PROBLEM REQUIREMENTS:
Here the job is to retype the data word for word while leaving the pictures aside.

EXERCISE INPUTS:
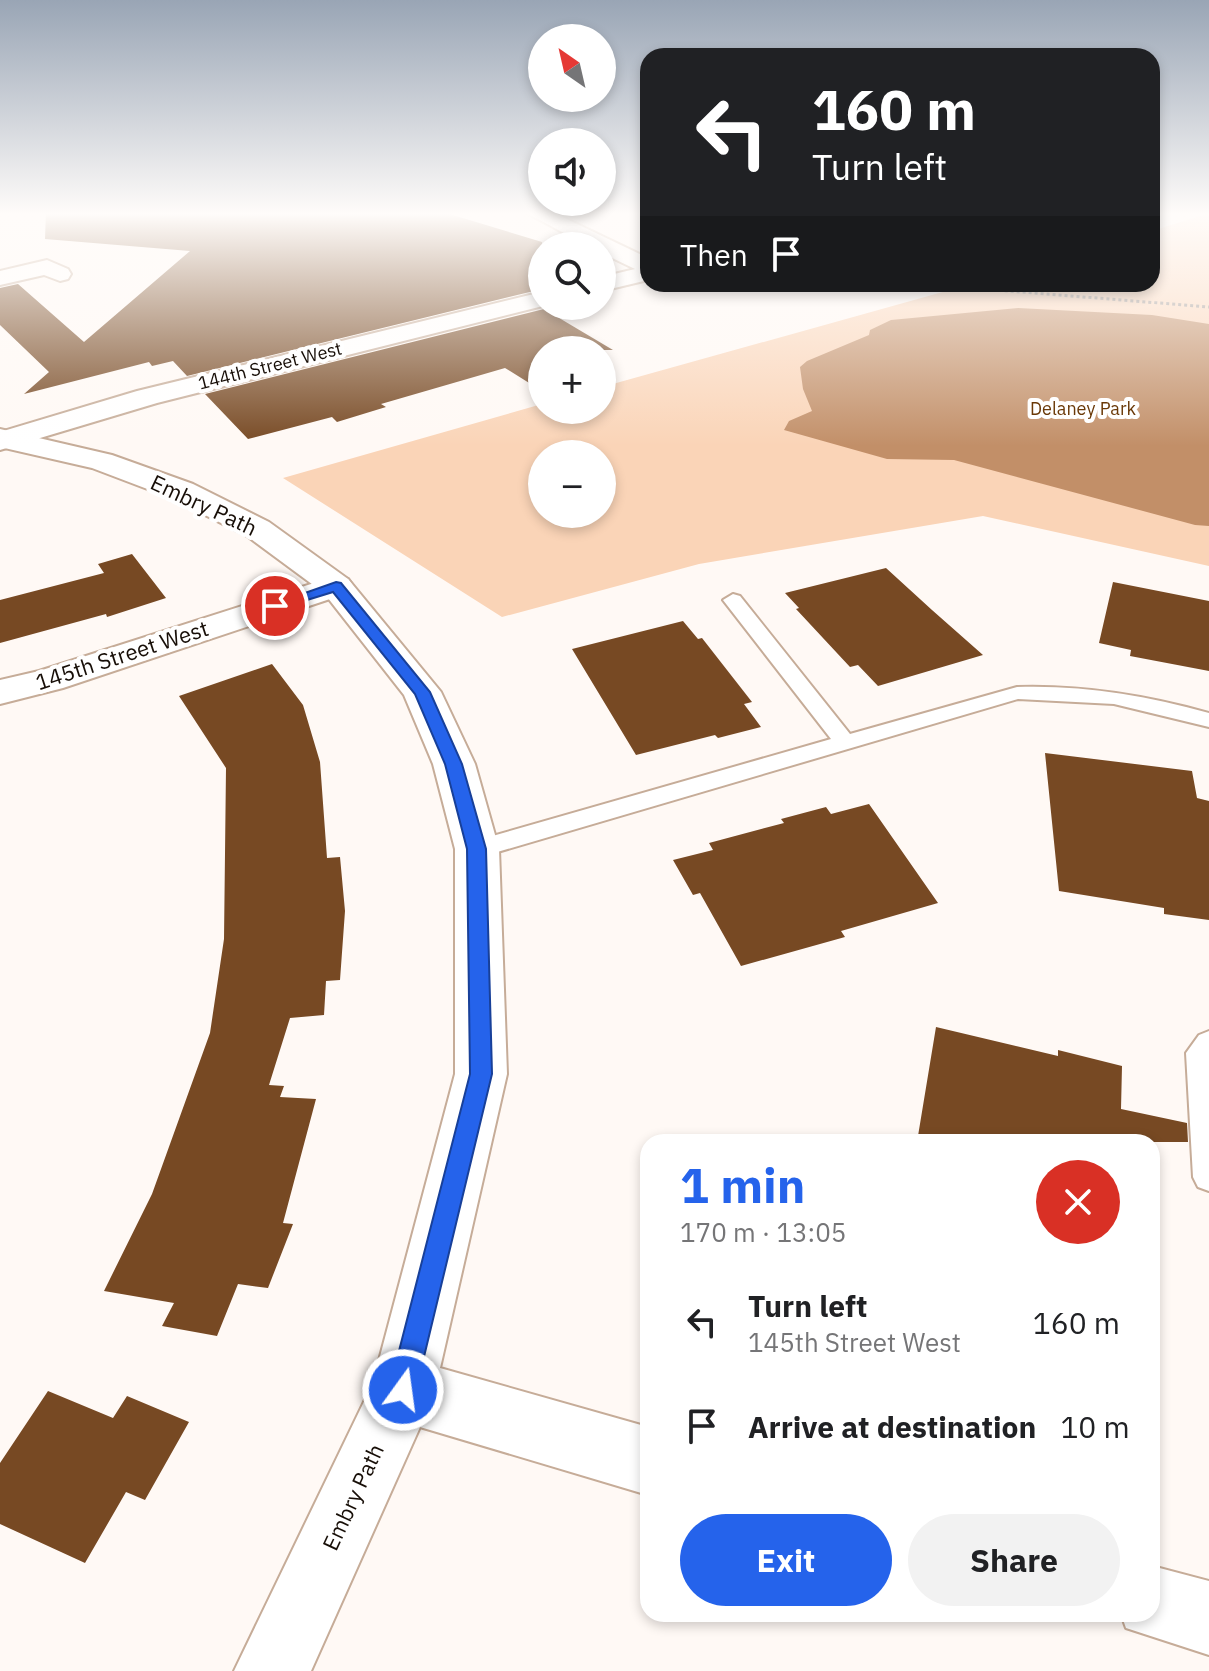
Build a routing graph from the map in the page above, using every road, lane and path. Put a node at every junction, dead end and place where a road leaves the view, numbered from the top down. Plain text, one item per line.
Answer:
1 (1021, 292) edge
2 (528, 302) edge
3 (1209, 307) edge
4 (2, 439) edge
5 (336, 586) junction
6 (733, 600) dead end
7 (0, 692) edge
8 (1209, 720) edge
9 (846, 743) junction
10 (477, 849) junction
11 (1209, 1043) edge
12 (1209, 1177) edge
13 (403, 1390) junction
14 (640, 1459) edge
15 (1160, 1604) edge
16 (1209, 1618) edge
17 (272, 1671) edge

1 - 3 path
2 - 4 street, 144th Street West
4 - 5 street, Embry Path
5 - 7 street, 145th Street West
5 - 10 street, Embry Path
6 - 9 lane
8 - 9 lane
9 - 10 lane
10 - 13 street, Embry Path
11 - 12 lane
13 - 14 street
13 - 17 street, Embry Path
15 - 16 street

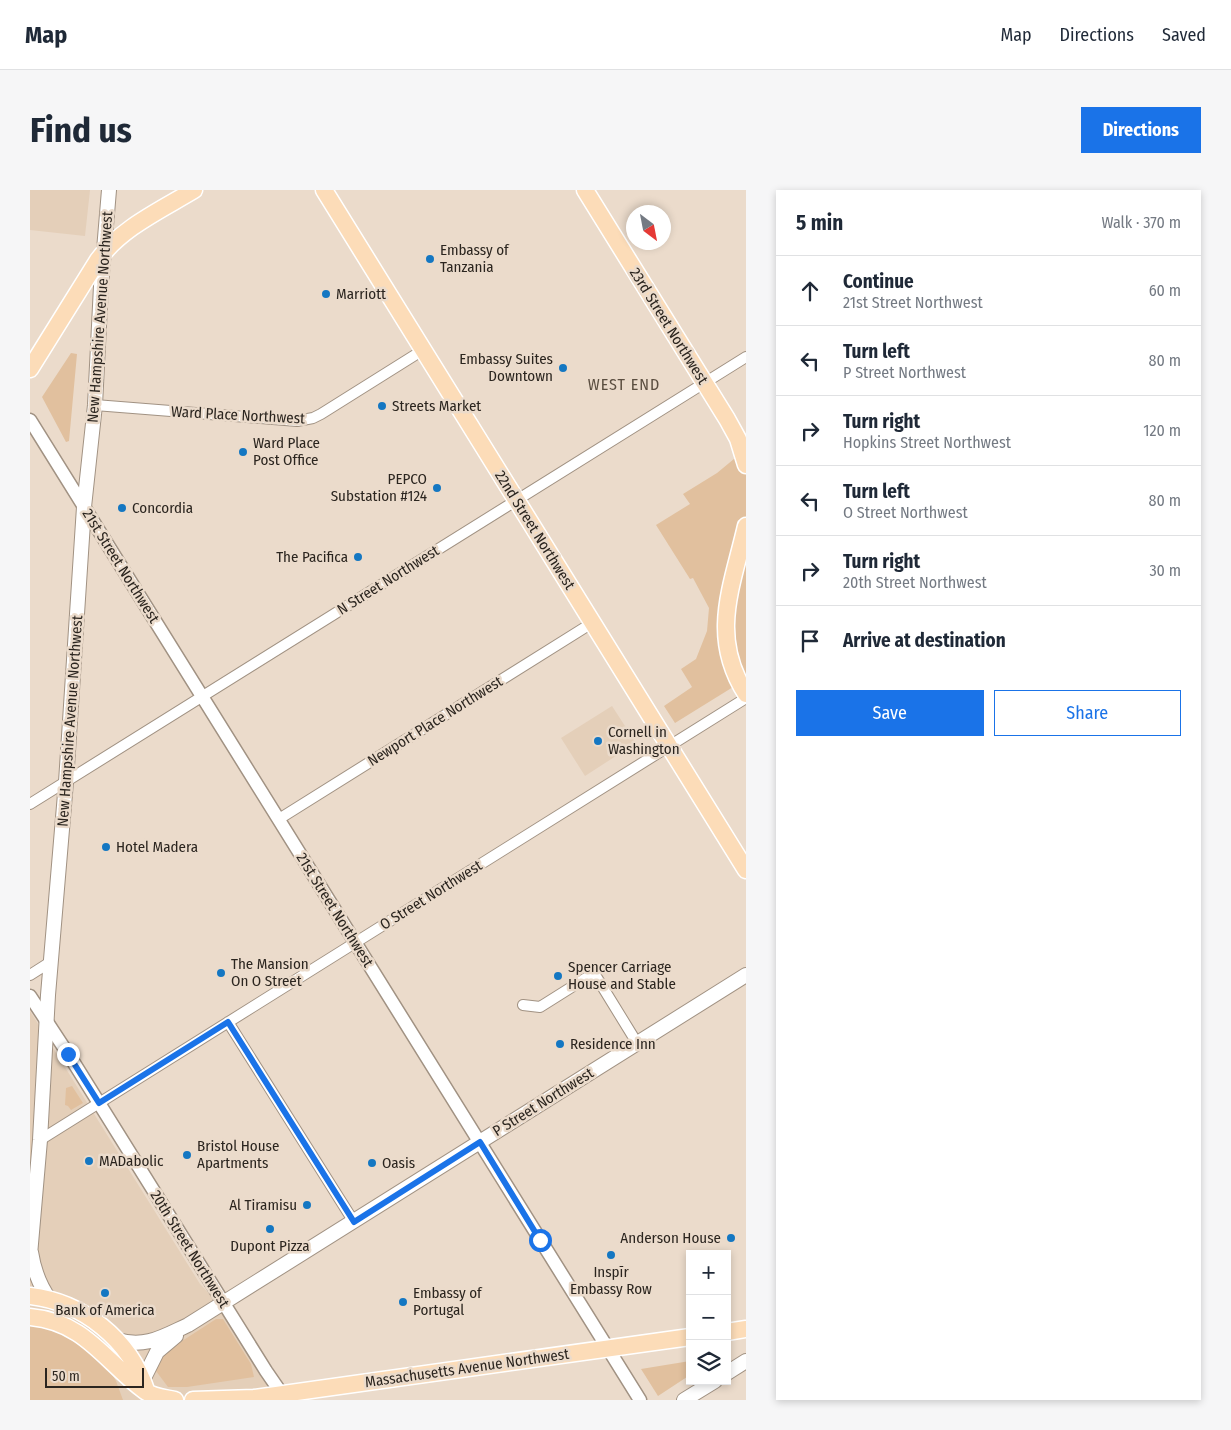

COMPLETED TASK:
Build a routing graph from the map in the page above, using every road, lane and path. Put a node at every junction, dead end and place where a road leaves the view, numbered from the top down. Plain text, one item per line.
Answer:
1 (1021, 292) edge
2 (528, 302) edge
3 (1209, 307) edge
4 (2, 439) edge
5 (336, 586) junction
6 (733, 600) dead end
7 (0, 692) edge
8 (1209, 720) edge
9 (846, 743) junction
10 (477, 849) junction
11 (1209, 1043) edge
12 (1209, 1177) edge
13 (403, 1390) junction
14 (640, 1459) edge
15 (1160, 1604) edge
16 (1209, 1618) edge
17 (272, 1671) edge

1 - 3 path
2 - 4 street, 144th Street West
4 - 5 street, Embry Path
5 - 7 street, 145th Street West
5 - 10 street, Embry Path
6 - 9 lane
8 - 9 lane
9 - 10 lane
10 - 13 street, Embry Path
11 - 12 lane
13 - 14 street
13 - 17 street, Embry Path
15 - 16 street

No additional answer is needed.